___ Recorded data ___

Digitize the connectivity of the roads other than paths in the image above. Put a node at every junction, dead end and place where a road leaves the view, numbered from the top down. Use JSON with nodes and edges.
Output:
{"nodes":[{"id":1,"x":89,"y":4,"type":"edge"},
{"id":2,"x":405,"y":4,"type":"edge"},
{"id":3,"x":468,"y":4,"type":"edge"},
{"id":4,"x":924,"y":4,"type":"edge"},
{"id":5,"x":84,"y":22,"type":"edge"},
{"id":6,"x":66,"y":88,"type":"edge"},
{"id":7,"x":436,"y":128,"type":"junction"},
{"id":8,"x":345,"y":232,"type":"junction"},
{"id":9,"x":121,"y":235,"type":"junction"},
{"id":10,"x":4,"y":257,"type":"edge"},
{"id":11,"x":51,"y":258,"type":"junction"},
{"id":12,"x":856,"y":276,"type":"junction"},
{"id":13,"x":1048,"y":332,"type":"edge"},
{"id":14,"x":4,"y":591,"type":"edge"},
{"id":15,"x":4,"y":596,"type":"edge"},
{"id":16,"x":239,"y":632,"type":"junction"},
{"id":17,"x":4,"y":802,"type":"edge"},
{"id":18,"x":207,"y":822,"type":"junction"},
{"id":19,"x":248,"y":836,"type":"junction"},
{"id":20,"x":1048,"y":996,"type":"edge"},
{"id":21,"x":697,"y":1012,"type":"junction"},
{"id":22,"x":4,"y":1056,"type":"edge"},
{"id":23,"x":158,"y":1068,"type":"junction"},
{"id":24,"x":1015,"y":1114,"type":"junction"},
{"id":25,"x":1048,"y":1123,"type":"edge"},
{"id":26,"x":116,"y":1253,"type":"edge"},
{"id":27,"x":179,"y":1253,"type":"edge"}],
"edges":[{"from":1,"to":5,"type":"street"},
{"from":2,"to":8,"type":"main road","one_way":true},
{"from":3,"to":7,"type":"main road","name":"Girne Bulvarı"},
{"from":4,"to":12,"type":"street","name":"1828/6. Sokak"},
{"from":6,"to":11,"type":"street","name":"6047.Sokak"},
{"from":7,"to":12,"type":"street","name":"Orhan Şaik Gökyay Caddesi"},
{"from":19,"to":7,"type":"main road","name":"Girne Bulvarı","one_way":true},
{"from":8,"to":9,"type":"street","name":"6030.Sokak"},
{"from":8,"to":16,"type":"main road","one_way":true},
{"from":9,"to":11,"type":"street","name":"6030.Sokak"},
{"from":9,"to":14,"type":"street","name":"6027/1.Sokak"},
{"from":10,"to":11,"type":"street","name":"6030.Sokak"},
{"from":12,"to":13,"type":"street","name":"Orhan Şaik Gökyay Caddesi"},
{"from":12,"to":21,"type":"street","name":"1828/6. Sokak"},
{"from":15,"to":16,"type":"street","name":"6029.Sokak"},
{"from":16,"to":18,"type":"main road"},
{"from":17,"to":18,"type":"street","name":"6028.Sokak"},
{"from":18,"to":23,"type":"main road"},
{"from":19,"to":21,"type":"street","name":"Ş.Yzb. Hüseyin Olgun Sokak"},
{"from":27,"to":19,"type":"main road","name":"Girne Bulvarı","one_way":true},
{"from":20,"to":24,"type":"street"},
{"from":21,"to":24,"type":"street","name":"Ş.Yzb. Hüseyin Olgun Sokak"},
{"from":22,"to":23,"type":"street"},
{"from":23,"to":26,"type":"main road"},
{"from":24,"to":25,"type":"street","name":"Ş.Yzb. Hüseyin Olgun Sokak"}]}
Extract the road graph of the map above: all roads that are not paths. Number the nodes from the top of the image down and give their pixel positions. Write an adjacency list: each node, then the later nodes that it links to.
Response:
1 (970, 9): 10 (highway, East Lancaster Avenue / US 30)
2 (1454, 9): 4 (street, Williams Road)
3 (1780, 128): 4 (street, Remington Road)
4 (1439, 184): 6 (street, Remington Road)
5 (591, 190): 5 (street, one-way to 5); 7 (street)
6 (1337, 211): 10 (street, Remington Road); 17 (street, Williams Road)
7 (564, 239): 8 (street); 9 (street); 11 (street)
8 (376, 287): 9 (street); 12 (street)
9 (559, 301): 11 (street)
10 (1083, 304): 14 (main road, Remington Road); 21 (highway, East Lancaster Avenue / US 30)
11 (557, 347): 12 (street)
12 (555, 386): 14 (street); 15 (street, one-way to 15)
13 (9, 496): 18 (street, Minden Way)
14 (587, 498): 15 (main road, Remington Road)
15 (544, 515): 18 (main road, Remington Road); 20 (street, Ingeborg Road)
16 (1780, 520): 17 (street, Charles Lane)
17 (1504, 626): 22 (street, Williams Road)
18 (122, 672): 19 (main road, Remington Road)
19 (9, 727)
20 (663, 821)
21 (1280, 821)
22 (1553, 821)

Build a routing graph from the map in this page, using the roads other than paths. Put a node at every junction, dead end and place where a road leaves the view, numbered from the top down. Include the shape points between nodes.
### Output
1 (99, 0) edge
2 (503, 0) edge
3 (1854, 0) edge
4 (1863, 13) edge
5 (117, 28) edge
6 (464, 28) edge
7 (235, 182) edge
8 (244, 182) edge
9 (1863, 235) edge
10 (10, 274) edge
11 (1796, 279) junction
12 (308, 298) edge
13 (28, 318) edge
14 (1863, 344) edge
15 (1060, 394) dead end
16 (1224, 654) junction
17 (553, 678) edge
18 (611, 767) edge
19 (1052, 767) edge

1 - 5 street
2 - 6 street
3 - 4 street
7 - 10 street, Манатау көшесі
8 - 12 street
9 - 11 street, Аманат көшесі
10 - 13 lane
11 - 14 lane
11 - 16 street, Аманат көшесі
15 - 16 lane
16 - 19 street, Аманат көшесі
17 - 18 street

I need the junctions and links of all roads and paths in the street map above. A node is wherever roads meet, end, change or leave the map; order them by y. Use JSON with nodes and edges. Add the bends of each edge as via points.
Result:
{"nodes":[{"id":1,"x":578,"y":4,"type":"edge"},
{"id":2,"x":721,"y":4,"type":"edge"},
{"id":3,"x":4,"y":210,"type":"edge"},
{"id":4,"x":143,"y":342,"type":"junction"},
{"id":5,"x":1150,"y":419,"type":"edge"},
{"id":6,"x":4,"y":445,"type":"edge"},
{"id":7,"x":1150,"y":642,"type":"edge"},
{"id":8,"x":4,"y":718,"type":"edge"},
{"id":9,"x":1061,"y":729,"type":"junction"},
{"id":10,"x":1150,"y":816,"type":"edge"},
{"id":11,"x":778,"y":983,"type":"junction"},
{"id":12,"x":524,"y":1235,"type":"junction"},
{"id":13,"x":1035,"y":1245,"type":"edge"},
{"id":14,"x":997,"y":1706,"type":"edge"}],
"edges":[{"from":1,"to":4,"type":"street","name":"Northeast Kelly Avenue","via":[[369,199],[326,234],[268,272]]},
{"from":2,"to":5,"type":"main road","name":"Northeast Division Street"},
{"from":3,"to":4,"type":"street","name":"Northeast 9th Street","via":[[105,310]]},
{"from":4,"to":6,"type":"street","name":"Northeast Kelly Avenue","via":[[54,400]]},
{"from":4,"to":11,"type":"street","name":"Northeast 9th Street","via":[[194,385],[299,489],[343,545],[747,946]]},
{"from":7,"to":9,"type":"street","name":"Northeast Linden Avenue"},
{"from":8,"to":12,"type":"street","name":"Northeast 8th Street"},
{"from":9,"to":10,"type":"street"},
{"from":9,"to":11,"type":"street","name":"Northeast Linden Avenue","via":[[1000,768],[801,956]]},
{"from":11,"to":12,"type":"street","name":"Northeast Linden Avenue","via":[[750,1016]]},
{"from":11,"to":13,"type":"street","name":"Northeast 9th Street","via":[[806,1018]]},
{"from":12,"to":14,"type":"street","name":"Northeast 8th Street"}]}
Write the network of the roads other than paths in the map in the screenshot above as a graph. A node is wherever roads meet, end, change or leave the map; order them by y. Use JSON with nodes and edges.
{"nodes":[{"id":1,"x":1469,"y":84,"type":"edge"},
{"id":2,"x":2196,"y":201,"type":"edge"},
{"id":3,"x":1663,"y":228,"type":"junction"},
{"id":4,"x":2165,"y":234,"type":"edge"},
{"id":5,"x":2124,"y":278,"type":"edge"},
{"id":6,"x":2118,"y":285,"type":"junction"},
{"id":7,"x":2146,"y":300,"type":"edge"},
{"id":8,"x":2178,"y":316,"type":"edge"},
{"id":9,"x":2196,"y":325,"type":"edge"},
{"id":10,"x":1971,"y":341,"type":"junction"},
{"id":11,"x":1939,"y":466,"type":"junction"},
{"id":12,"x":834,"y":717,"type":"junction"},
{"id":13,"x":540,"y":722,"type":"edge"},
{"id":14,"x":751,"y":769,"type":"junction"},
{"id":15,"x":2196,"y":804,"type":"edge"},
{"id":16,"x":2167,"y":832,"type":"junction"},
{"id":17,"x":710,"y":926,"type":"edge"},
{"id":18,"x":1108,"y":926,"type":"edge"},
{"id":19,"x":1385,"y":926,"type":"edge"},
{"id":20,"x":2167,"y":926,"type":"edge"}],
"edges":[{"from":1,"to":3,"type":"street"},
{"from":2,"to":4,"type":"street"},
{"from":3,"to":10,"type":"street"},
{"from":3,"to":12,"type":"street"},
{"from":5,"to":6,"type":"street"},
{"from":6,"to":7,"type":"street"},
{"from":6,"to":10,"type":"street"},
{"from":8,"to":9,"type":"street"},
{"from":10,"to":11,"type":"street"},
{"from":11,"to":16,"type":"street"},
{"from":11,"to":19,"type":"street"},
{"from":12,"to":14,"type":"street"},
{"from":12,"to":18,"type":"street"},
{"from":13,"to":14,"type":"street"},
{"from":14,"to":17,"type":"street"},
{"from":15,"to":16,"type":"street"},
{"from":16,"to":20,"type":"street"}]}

___

### Work instructions:
A single figure is required: how many lines above contain the word "highway".

### Task result:
2